Ya no se trata sólo de garrón y brazuelo, los cortes más demandados por los importadores chinos. La Sial Shanghái 2018 que comenzó hoy dejó en claro que tanto los exportadores argentinos como los compradores de China van por más en una relación que crece año tras año en forma vertiginosa.
De hecho, cuando a media mañana llegó al stand el Ministro de Agroindustria de la Nación, Luis Miguel Etchevehere, las 27 empresas que acompañan al Instituto de Promoción de la Carne Vacuna Argentina (IPCVA) ya trabajaban a destajo en medio de una multitud de importadores orientales que inundaban los pasillos.
Mario Ravettino, Vicepresidente del IPCVA, recibió a Etchevehere (acompañado por una comitiva público-privada), y al embajador argentino en China, Diego Guelar, y les explicó el funcionamiento del Pabellón Argentine Beef, con boxes individuales para empresas, un salón de reuniones, dos front desk, y un restaurante de treinta mesas en el que en el primer día se sirvieron más de 100 kilos de bife ancho a la parrilla.

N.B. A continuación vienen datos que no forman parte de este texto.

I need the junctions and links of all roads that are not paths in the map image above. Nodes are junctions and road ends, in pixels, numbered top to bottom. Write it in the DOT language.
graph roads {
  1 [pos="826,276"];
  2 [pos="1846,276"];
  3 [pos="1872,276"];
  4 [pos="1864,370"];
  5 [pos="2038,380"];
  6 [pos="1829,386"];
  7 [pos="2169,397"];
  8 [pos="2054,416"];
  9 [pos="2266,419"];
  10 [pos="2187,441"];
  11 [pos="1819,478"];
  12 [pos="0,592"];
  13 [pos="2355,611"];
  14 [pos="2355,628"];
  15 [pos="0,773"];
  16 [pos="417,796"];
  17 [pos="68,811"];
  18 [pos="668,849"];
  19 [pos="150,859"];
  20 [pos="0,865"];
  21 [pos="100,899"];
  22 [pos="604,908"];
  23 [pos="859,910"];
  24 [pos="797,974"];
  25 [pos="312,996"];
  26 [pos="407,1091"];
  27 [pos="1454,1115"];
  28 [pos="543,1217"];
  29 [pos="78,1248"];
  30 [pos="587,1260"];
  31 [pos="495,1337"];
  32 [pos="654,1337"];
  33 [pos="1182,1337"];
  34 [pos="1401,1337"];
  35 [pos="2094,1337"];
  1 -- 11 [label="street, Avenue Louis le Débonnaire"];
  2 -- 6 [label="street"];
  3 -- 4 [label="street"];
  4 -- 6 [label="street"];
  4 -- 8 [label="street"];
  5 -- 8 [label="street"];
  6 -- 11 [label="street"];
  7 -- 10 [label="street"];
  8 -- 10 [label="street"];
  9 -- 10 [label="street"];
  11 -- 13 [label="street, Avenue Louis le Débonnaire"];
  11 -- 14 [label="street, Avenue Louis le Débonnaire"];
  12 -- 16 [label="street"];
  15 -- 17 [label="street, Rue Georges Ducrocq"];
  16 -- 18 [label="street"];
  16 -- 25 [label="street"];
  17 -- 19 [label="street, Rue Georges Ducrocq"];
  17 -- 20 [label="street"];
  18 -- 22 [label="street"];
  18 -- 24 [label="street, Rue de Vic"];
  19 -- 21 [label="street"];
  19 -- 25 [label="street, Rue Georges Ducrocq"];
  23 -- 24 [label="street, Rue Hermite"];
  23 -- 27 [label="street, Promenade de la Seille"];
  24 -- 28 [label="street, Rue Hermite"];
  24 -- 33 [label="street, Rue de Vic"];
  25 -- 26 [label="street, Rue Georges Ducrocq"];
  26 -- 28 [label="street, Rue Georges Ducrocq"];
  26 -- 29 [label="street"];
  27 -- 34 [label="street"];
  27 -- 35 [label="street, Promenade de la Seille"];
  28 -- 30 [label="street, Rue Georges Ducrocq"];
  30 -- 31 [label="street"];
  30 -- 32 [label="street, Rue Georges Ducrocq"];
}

Nuevas demandas, buenos precios

“Es una feria que ya está al mismo nivel que la Sial de París o Anuga”, dijo Ravettino que, a la vez, destacó que los compradores chinos se van sofisticando y comienzan a demandar otros productos y cortes de alto valor.
De hecho, algunos empresarios comentaban en los pasillos que ya venden cortes finos a precios similares a los de la cuota Hilton, aunque aún en pequeñas cantidades.
“A eso estamos apostando desde el Instituto”, agregó Raettino. “Y ya estamos trabajando fuertemente para que nuestra carne comience a ser reconocida también en Oriente como una de las mejores del mundo”.
En cuanto a los precios de la primera jornada, se registraron operaciones que rondaron los 5.300 dólares para el garrón y el brazuelo, 5.200 para algunos cortes de la rueda, 4.300 para el asado, 4.400 para la vaca compensada en cortes, y 3.900 a 4.000 para la vaca en manta (todo congelado y sin hueso).

Buenas noticias

“Venimos con buenas noticias desde Japón”, aseguró por Etchevehere, quien informó personalmente a los empresarios sobre a apertura de la Patagonia como paso previo y necesario a la apertura del resto del país. Además, el Ministro felicitó a los exportadores y aseguró que el gobierno va a seguir trabajando para el crecimiento de la cadena a través de la apertura de nuevos mercados, la consolidación de los existentes y la desburocratización del Estado.
Además, el Ministro y los empresarios mantuvieron reuniones con empresas locales de logística y referentes del gigante informático Alí Babá.
Durante la primera jornada de la muestra, el stand del IPCVA también recibió la visita del Comisario de Agricultura de la Unión Europea, Phil Hogan.

Lo que viene

El jueves 17 de mayo, en el Pabellón del Argentine Beef se presentarán los resultados preliminares del estudio de mercado que encargó el IPCVA a la empresa local Agribusiness (en China y Hong Kong) y los lineamientos de algunas acciones de marketing para los próximos meses. Además, el influencer KOL Fanfan, con millones de seguidores en redes sociales, cocinará platos típicos de la gastronomía china con carne argentina (Bifengtang beef y Hangjiao Beef).
En resumen, la primera jornada de la Sial 2018 concluyó con mucho optimismo por parte de los exportadores quienes ante la demanda ya comienzan a pensar en la participación en la nueva mega feria que va a organizar en noviembre de este año el gobierno chino (Shanghái Impo-Export) con más de 50.000 metros cuadrados de pabellones.